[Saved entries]
= = =
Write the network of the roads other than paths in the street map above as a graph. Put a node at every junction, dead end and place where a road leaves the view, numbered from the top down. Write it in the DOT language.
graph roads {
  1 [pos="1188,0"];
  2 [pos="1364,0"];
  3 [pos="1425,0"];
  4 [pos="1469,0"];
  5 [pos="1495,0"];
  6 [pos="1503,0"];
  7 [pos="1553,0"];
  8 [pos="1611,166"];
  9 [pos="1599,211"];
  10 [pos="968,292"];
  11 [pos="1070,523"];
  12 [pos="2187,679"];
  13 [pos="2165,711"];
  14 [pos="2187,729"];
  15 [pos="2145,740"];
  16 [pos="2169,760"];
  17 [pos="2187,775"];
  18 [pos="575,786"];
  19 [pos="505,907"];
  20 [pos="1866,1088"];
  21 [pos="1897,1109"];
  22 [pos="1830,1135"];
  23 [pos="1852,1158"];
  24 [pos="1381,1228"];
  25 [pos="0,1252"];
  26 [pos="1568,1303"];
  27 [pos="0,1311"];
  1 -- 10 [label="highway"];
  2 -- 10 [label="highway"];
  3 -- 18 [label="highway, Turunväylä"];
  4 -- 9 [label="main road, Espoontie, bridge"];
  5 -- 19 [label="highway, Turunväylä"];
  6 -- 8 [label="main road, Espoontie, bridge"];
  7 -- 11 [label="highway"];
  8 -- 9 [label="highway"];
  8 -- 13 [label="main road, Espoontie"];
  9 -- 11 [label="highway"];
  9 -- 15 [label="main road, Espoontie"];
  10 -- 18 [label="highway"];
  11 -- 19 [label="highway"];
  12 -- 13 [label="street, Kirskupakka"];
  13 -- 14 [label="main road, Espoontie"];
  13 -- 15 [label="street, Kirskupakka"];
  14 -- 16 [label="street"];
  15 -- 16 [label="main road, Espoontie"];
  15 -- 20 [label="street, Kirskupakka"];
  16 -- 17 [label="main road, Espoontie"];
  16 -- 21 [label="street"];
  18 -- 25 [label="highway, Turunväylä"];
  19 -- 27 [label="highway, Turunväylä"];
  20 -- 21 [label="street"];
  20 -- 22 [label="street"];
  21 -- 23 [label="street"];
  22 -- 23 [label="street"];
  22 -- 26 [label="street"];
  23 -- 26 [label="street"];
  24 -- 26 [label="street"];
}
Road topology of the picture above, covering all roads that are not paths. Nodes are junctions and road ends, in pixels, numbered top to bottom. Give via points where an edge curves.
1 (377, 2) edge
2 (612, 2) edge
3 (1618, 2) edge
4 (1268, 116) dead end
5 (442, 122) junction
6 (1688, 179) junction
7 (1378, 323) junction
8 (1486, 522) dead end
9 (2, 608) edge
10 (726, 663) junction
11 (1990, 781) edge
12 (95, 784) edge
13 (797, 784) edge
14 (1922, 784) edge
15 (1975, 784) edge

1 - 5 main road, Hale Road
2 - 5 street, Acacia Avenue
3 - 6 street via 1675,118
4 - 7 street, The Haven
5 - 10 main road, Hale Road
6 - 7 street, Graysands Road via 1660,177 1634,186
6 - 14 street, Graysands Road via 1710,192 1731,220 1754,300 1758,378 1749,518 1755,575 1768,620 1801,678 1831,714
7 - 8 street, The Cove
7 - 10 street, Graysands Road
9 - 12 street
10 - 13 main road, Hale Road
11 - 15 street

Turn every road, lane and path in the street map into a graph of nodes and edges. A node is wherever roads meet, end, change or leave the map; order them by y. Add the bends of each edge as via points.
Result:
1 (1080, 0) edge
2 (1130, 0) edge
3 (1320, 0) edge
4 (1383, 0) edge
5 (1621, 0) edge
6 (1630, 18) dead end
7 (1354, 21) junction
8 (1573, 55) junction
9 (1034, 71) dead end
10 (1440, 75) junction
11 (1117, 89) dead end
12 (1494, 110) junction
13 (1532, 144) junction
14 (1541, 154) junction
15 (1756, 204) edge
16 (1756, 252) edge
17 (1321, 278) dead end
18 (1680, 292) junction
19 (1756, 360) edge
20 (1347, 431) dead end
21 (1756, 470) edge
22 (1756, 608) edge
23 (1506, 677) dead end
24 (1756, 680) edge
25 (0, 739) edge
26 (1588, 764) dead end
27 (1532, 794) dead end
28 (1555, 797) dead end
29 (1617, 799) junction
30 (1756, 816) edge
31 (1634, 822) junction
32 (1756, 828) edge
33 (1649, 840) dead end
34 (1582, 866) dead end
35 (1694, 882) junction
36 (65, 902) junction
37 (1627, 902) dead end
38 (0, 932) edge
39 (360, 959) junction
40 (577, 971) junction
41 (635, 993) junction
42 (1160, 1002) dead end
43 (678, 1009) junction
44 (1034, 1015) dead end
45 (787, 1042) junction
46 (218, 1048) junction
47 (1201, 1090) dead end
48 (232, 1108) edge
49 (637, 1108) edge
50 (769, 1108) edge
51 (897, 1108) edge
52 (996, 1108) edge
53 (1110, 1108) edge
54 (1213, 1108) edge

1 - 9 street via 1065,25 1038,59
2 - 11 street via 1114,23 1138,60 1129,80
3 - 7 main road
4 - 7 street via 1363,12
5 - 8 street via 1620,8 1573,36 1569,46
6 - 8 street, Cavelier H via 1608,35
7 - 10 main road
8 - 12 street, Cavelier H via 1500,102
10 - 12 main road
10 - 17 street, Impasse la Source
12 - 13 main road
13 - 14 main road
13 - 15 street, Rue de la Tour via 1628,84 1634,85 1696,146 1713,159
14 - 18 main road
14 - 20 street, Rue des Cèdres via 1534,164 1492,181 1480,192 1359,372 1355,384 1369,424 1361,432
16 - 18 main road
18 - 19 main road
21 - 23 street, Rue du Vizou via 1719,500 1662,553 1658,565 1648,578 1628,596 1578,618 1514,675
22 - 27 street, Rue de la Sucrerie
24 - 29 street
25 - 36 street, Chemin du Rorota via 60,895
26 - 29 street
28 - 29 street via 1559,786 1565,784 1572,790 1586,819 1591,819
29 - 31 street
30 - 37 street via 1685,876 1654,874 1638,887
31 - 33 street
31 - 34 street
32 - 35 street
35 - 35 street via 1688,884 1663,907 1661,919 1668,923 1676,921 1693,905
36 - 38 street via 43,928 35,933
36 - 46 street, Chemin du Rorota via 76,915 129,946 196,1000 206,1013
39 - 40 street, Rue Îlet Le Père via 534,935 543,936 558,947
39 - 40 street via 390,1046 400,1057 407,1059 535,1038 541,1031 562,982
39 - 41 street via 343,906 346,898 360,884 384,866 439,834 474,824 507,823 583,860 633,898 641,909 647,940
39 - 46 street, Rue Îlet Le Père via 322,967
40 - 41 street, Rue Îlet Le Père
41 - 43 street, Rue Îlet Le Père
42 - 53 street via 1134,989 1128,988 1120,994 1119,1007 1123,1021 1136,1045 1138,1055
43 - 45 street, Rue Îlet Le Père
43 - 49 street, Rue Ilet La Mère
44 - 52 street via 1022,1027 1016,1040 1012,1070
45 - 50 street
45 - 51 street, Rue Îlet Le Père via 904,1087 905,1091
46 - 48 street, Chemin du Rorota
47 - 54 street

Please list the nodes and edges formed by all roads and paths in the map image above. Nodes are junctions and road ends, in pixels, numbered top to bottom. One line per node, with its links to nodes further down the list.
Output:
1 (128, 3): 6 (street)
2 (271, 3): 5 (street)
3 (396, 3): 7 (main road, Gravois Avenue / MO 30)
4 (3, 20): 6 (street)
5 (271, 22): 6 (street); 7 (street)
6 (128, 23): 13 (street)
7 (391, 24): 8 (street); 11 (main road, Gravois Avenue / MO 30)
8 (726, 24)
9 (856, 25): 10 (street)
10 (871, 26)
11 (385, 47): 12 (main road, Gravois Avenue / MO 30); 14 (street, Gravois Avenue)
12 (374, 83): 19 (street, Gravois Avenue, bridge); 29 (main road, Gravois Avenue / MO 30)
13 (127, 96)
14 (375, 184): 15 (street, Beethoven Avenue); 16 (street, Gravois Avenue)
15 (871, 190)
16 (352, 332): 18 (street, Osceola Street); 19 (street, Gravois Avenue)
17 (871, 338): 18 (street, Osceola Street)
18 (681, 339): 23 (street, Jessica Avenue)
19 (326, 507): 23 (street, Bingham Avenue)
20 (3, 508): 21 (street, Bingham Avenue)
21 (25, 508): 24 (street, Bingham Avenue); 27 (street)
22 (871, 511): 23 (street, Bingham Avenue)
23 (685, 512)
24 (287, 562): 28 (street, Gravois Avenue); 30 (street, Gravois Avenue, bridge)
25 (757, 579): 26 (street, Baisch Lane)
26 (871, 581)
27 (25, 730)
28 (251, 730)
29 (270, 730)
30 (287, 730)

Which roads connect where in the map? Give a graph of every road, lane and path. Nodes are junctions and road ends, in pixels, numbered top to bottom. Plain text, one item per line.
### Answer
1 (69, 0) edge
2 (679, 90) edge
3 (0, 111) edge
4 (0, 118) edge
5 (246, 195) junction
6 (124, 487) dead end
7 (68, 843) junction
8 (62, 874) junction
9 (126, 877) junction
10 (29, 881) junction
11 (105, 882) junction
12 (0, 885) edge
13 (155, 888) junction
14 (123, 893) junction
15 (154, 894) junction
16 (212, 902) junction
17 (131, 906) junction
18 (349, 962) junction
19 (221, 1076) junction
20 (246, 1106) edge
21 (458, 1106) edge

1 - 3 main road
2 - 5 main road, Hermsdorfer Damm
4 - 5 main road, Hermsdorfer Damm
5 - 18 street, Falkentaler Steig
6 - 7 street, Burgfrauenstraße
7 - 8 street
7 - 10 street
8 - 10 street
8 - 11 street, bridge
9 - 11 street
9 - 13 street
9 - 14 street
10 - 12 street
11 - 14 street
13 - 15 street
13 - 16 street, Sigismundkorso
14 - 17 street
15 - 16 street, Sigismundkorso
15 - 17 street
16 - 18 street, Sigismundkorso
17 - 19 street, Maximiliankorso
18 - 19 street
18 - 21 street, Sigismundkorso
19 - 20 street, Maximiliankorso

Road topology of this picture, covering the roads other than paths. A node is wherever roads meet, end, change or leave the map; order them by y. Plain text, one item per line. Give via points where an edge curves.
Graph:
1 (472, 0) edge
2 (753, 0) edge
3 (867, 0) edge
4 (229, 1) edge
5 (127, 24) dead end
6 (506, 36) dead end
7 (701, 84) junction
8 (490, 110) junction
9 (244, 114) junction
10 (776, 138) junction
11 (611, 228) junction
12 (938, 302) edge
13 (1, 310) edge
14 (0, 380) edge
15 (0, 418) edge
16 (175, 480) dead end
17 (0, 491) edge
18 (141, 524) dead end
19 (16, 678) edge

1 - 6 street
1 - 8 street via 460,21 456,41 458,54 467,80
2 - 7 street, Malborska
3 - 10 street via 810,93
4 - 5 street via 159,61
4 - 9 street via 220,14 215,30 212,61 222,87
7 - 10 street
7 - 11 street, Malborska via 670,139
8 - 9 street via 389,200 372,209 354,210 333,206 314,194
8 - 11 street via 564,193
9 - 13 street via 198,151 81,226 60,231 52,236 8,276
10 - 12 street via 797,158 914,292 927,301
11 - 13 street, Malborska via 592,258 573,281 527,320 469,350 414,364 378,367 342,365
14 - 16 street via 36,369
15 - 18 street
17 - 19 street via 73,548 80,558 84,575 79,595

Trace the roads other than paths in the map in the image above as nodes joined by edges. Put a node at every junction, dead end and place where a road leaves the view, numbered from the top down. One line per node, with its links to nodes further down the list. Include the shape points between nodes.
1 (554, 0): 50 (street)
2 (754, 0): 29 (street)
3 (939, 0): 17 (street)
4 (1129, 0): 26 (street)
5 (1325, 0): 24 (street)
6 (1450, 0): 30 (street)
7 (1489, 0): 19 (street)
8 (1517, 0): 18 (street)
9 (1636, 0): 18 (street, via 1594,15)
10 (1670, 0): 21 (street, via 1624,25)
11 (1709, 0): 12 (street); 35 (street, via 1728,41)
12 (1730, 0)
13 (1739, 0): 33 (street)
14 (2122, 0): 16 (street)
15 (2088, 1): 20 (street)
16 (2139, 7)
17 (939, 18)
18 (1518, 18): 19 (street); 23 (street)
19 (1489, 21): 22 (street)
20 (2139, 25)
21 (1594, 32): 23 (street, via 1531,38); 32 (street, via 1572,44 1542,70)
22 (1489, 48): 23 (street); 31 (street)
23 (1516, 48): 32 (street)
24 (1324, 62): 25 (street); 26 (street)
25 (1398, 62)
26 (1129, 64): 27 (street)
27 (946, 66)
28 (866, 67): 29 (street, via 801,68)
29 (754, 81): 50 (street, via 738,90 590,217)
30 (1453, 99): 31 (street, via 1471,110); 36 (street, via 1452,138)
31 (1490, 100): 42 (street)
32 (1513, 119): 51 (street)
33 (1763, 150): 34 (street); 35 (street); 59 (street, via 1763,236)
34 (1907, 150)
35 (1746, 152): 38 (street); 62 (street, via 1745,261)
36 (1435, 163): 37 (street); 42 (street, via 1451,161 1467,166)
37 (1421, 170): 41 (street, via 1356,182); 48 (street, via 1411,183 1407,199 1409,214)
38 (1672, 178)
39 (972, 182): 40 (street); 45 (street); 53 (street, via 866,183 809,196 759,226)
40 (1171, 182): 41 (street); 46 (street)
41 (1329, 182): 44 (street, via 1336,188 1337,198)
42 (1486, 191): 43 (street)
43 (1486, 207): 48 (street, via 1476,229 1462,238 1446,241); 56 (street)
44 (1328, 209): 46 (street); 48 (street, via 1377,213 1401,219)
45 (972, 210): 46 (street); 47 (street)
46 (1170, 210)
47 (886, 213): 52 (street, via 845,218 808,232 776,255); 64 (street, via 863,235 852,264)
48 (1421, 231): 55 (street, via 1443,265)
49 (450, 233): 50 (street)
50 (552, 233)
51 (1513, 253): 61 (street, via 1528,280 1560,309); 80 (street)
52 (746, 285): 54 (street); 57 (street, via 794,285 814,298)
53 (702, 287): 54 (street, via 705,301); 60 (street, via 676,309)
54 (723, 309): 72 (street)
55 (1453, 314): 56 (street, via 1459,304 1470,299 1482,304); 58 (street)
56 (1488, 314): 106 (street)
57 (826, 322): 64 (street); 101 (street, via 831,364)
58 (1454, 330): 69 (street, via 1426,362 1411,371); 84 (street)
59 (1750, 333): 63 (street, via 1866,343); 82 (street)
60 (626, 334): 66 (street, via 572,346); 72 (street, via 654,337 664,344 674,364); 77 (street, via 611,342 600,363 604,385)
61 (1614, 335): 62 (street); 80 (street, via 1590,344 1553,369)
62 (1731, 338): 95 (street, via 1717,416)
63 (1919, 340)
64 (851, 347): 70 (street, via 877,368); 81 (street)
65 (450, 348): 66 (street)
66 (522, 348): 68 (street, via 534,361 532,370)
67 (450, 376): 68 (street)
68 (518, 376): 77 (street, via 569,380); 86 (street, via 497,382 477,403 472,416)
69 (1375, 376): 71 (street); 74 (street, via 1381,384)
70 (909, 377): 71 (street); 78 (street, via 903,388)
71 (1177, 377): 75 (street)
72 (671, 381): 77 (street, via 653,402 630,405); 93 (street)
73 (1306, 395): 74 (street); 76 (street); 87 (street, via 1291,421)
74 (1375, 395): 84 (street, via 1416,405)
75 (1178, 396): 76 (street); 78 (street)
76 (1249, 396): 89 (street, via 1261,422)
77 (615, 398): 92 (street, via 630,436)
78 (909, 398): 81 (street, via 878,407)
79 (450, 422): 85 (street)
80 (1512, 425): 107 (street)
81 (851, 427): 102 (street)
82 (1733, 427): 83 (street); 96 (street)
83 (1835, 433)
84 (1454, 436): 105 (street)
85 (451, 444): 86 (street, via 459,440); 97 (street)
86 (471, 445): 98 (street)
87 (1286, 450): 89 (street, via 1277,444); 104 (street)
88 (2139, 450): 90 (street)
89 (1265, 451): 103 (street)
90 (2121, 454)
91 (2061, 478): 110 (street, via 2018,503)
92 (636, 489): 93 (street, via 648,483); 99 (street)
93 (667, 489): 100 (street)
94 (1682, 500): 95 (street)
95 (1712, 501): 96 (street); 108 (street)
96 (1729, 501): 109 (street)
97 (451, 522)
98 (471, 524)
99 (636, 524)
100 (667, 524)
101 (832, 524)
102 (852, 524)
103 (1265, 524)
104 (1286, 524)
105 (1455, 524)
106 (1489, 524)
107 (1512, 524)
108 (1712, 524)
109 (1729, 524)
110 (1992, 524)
= = =
■ **Task statement**:
Tally the lines above containing "Père"; give only the number.

■ **Completed task**:
6